**Exercise instructions**
Whenever a line below mentions the word "edges", that line should be copied.

Collected data entries
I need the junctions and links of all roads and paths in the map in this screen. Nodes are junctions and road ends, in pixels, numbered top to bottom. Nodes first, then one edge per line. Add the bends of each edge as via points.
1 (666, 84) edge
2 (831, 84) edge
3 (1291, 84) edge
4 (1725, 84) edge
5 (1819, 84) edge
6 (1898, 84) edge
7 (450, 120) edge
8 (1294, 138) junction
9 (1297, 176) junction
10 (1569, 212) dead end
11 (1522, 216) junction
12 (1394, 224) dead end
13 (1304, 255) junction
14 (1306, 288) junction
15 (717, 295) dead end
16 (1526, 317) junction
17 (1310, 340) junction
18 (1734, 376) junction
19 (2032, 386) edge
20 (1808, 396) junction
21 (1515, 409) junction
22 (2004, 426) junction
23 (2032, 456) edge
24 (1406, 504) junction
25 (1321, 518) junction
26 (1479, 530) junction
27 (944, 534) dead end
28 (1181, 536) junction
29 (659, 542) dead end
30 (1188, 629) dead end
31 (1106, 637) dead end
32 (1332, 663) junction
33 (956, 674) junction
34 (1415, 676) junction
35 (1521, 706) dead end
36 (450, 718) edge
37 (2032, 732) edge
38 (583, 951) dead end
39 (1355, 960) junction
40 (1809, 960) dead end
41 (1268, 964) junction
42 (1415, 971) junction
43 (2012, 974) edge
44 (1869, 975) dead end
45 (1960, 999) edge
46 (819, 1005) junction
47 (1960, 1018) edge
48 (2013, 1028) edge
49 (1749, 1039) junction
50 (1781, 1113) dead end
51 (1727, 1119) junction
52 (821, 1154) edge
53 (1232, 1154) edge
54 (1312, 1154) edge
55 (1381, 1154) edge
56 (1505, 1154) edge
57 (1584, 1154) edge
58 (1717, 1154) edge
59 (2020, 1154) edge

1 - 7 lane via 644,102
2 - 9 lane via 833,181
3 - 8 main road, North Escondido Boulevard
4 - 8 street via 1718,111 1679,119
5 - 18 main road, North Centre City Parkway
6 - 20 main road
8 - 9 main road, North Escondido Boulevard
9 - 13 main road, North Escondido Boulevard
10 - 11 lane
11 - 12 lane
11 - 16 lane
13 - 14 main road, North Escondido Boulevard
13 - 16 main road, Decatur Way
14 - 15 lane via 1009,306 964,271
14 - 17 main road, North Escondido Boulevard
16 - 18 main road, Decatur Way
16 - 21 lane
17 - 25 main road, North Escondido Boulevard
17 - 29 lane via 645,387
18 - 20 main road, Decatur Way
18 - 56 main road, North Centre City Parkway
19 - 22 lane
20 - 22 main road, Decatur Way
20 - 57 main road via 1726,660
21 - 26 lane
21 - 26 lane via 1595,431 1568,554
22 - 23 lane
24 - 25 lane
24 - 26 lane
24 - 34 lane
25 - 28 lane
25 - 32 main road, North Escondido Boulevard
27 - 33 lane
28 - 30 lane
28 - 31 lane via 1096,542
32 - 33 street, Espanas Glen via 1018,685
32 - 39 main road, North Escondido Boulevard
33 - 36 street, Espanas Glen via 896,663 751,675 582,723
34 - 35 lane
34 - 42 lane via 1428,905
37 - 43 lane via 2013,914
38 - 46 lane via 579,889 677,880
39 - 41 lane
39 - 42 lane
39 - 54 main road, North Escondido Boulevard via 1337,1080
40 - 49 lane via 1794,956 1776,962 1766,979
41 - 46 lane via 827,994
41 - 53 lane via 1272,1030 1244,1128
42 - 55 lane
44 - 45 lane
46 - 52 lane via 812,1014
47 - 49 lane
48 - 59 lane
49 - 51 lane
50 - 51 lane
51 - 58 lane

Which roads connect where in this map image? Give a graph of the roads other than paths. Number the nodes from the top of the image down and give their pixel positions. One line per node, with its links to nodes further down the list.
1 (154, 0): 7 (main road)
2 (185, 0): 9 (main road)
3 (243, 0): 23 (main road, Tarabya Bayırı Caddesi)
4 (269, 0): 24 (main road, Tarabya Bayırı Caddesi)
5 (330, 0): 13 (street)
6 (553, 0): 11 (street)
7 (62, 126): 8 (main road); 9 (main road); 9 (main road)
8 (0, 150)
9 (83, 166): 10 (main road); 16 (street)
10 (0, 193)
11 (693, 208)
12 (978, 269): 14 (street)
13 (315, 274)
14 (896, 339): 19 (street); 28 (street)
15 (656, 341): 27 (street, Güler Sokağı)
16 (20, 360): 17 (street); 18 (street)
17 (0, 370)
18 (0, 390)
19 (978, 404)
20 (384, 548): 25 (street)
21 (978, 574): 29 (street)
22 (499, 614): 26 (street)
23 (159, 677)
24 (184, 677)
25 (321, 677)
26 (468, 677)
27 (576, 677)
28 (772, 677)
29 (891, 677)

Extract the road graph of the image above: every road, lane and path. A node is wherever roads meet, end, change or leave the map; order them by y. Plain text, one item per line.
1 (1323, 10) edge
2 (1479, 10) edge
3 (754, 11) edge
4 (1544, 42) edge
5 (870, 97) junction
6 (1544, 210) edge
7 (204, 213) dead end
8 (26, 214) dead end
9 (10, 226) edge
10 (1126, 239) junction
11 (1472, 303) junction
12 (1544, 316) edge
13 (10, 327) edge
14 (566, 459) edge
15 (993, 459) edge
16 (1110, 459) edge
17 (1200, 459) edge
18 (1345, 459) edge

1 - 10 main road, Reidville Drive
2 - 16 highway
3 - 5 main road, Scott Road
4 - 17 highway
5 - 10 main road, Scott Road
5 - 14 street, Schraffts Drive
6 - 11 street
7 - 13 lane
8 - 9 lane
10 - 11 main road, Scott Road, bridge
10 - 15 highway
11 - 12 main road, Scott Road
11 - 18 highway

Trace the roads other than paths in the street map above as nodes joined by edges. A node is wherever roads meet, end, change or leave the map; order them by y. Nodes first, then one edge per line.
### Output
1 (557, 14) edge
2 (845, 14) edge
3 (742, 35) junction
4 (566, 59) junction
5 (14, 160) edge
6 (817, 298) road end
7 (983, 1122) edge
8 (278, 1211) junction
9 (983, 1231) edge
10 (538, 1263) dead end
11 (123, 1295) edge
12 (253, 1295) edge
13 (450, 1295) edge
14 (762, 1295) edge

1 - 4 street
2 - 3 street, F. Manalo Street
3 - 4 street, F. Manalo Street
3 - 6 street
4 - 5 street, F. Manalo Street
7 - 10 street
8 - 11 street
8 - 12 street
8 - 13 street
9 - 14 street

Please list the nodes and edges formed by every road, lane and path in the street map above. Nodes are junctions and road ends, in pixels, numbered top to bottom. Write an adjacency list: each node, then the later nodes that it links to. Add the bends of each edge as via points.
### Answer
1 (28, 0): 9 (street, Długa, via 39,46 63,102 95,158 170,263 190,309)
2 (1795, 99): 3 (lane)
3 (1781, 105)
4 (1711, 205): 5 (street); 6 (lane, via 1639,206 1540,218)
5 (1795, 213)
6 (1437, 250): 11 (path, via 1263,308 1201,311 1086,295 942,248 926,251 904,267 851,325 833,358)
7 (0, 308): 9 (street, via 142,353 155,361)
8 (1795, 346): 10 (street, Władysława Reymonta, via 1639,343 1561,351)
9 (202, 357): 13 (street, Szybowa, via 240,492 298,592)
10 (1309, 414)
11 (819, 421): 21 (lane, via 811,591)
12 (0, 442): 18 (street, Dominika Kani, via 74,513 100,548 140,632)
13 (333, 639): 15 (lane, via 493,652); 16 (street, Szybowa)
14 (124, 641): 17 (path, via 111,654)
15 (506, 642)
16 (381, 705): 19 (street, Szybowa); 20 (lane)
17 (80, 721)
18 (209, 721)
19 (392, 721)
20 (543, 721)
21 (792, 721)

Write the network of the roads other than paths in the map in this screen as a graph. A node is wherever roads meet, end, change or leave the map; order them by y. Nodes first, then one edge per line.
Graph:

**Worked solution**
Trace the roads other than paths in the street map above as nodes joined by edges. A node is wherever roads meet, end, change or leave the map; order them by y. Nodes first, then one edge per line.
Please list the nodes and edges formed by every road, lane and path in the street map above. Nodes are junctions and road ends, in pixels, numbered top to bottom. Write an adjacency list: each node, then the later nodes that it links to. Add the bends of each edge as via points.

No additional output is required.